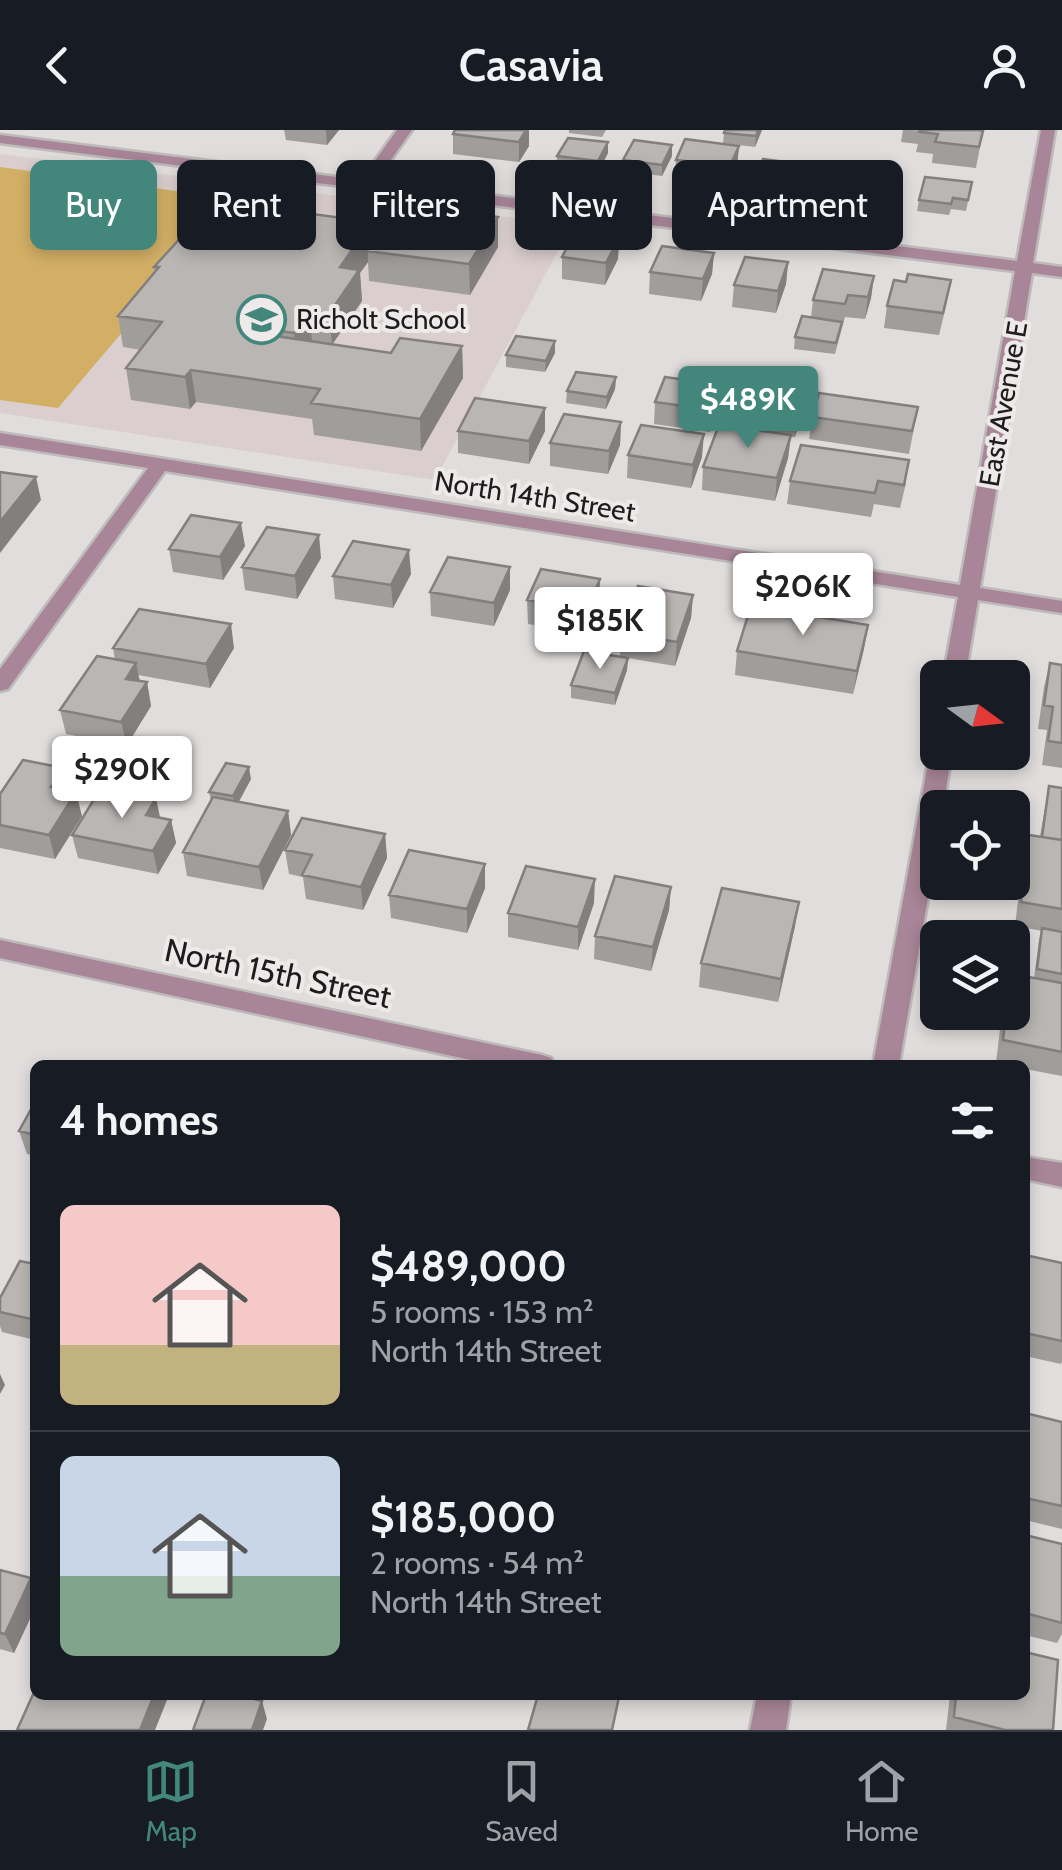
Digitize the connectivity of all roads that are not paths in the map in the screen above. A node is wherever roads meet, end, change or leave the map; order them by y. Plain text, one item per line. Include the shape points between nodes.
1 (405, 130) edge
2 (1048, 130) edge
3 (0, 140) edge
4 (383, 160) edge
5 (336, 181) edge
6 (495, 201) edge
7 (1028, 268) junction
8 (1062, 272) edge
9 (0, 439) edge
10 (160, 464) junction
11 (969, 592) junction
12 (1062, 607) edge
13 (957, 660) edge
14 (0, 684) edge
15 (938, 770) edge
16 (0, 949) edge
17 (519, 1060) edge
18 (887, 1060) edge
19 (1030, 1169) edge
20 (1062, 1175) edge
21 (773, 1700) edge
22 (768, 1730) edge

1 - 4 street
2 - 7 street, East Avenue E
3 - 5 street
6 - 7 street
7 - 8 street
7 - 11 street, East Avenue E
9 - 10 street, North 14th Street
10 - 11 street, North 14th Street
10 - 14 street
11 - 12 street, North 14th Street
11 - 13 street, East Avenue E
15 - 18 street
16 - 17 street, North 15th Street
19 - 20 street
21 - 22 street

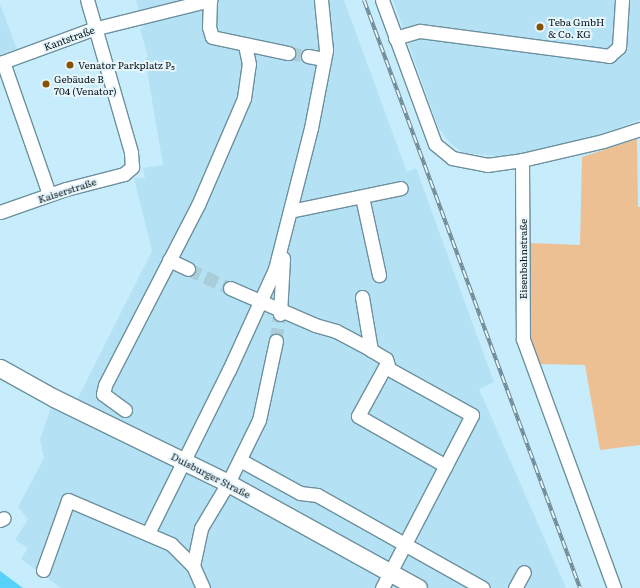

▶ [Problem requirements]
The records above are to be retyped exactly, with every picture left out.

▶ [Written reply]
Digitize the connectivity of all roads that are not paths in the map in the screen above. A node is wherever roads meet, end, change or leave the map; order them by y. Plain text, one item per line. Include the shape points between nodes.
1 (405, 130) edge
2 (1048, 130) edge
3 (0, 140) edge
4 (383, 160) edge
5 (336, 181) edge
6 (495, 201) edge
7 (1028, 268) junction
8 (1062, 272) edge
9 (0, 439) edge
10 (160, 464) junction
11 (969, 592) junction
12 (1062, 607) edge
13 (957, 660) edge
14 (0, 684) edge
15 (938, 770) edge
16 (0, 949) edge
17 (519, 1060) edge
18 (887, 1060) edge
19 (1030, 1169) edge
20 (1062, 1175) edge
21 (773, 1700) edge
22 (768, 1730) edge

1 - 4 street
2 - 7 street, East Avenue E
3 - 5 street
6 - 7 street
7 - 8 street
7 - 11 street, East Avenue E
9 - 10 street, North 14th Street
10 - 11 street, North 14th Street
10 - 14 street
11 - 12 street, North 14th Street
11 - 13 street, East Avenue E
15 - 18 street
16 - 17 street, North 15th Street
19 - 20 street
21 - 22 street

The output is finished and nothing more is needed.